◆ TASK DIRECTIONS: Look through the records, and wherever the string "Молодіжна" turns up, copy out that line.

####

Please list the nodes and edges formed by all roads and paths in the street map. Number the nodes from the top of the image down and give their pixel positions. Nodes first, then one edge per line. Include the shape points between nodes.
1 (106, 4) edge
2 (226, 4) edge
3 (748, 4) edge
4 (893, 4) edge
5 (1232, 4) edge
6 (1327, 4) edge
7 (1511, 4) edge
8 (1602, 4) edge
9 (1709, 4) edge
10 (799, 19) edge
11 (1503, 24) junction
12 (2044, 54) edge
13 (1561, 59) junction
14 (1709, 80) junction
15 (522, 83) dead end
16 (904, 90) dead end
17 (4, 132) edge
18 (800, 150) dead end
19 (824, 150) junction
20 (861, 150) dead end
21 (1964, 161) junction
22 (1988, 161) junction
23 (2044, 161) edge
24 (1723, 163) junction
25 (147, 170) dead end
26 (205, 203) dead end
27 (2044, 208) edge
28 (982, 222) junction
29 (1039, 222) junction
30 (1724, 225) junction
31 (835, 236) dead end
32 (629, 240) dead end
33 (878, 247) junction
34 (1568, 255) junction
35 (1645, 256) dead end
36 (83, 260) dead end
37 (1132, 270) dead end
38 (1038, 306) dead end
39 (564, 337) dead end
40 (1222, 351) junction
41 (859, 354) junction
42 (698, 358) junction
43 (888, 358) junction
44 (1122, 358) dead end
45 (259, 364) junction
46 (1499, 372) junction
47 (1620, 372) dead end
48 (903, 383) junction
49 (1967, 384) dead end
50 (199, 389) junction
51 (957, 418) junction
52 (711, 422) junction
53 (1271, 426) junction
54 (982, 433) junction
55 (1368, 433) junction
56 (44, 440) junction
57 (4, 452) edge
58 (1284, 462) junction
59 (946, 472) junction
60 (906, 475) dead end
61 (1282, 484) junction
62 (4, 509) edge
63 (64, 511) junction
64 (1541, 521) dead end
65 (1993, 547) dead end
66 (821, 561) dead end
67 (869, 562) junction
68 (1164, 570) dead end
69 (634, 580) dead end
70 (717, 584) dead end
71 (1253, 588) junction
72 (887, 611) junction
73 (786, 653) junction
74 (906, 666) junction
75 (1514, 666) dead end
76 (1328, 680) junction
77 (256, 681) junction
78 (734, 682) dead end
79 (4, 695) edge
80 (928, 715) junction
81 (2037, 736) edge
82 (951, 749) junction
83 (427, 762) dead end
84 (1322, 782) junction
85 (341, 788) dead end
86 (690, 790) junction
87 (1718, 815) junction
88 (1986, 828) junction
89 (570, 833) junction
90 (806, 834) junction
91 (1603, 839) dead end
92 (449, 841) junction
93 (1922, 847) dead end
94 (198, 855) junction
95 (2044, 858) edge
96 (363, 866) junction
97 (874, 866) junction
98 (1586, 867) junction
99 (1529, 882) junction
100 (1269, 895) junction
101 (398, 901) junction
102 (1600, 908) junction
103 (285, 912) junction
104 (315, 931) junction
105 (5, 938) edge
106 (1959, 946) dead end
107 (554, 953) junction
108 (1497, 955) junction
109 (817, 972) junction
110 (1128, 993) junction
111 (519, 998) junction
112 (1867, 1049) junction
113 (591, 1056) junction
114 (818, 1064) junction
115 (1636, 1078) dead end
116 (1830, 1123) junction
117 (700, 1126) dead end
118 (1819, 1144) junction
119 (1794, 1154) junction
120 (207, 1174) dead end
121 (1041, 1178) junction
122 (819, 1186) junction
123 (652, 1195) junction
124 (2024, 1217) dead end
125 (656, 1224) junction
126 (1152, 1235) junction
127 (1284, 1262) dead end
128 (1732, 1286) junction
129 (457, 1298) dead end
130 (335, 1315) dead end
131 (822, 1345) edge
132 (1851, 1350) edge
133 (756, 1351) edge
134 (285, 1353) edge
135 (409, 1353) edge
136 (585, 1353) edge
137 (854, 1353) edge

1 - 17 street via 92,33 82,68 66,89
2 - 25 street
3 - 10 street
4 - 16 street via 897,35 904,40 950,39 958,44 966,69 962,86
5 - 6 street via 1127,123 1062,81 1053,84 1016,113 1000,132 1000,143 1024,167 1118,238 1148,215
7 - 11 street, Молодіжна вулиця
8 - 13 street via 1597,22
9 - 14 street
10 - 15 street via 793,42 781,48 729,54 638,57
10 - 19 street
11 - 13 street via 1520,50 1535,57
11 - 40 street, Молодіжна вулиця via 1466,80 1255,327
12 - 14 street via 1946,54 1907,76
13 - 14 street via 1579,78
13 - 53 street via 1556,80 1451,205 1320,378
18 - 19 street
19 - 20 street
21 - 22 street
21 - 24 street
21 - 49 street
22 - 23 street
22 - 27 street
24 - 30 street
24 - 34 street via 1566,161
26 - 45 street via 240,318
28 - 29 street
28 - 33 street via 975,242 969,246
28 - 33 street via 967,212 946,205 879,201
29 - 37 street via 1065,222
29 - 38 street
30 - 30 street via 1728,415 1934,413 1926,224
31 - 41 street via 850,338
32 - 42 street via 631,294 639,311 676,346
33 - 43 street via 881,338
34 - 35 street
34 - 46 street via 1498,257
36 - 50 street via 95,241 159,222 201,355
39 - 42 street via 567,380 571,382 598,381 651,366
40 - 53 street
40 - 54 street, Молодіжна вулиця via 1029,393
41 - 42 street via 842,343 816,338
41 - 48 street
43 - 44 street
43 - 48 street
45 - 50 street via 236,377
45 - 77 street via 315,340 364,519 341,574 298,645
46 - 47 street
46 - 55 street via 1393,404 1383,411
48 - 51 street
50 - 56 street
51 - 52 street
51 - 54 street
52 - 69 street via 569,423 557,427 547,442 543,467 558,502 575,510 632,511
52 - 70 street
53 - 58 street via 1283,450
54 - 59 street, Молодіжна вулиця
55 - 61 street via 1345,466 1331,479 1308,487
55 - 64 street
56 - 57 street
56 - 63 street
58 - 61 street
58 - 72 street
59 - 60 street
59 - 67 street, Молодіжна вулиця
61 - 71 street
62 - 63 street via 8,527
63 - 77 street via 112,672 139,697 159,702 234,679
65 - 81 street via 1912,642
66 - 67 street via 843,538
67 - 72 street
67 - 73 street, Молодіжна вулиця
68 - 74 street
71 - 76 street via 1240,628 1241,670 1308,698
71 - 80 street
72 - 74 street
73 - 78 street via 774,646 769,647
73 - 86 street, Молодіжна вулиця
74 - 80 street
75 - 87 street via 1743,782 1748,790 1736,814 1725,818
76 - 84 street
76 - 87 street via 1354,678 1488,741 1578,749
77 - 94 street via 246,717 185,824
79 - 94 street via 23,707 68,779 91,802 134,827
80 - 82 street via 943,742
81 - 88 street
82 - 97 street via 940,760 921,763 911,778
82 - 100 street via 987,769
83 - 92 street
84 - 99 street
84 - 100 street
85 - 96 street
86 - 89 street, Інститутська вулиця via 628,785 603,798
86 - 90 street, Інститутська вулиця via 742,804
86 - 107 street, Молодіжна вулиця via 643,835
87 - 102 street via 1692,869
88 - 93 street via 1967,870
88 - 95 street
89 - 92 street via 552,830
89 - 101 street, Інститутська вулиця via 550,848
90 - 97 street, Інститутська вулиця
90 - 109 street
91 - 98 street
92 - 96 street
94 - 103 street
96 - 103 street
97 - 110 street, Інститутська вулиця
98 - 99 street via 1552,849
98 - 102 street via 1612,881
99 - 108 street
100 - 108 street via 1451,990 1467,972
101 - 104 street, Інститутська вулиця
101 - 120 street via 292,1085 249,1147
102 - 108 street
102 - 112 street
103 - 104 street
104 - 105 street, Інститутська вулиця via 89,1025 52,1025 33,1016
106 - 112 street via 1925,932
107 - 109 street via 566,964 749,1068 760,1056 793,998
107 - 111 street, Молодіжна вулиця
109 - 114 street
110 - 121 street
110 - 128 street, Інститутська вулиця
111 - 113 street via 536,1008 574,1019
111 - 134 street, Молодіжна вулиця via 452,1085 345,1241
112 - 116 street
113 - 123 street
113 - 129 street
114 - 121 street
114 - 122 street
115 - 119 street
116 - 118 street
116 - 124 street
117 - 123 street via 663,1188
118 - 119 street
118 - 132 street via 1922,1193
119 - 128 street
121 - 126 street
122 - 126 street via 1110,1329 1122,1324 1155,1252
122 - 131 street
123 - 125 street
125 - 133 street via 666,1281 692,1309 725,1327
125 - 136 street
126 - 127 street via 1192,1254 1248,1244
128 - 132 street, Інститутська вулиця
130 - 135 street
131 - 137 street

####

◆ ANSWER TO THIS TASK:
7 - 11 street, Молодіжна вулиця
11 - 40 street, Молодіжна вулиця via 1466,80 1255,327
40 - 54 street, Молодіжна вулиця via 1029,393
54 - 59 street, Молодіжна вулиця
59 - 67 street, Молодіжна вулиця
67 - 73 street, Молодіжна вулиця
73 - 86 street, Молодіжна вулиця
86 - 107 street, Молодіжна вулиця via 643,835
107 - 111 street, Молодіжна вулиця
111 - 134 street, Молодіжна вулиця via 452,1085 345,1241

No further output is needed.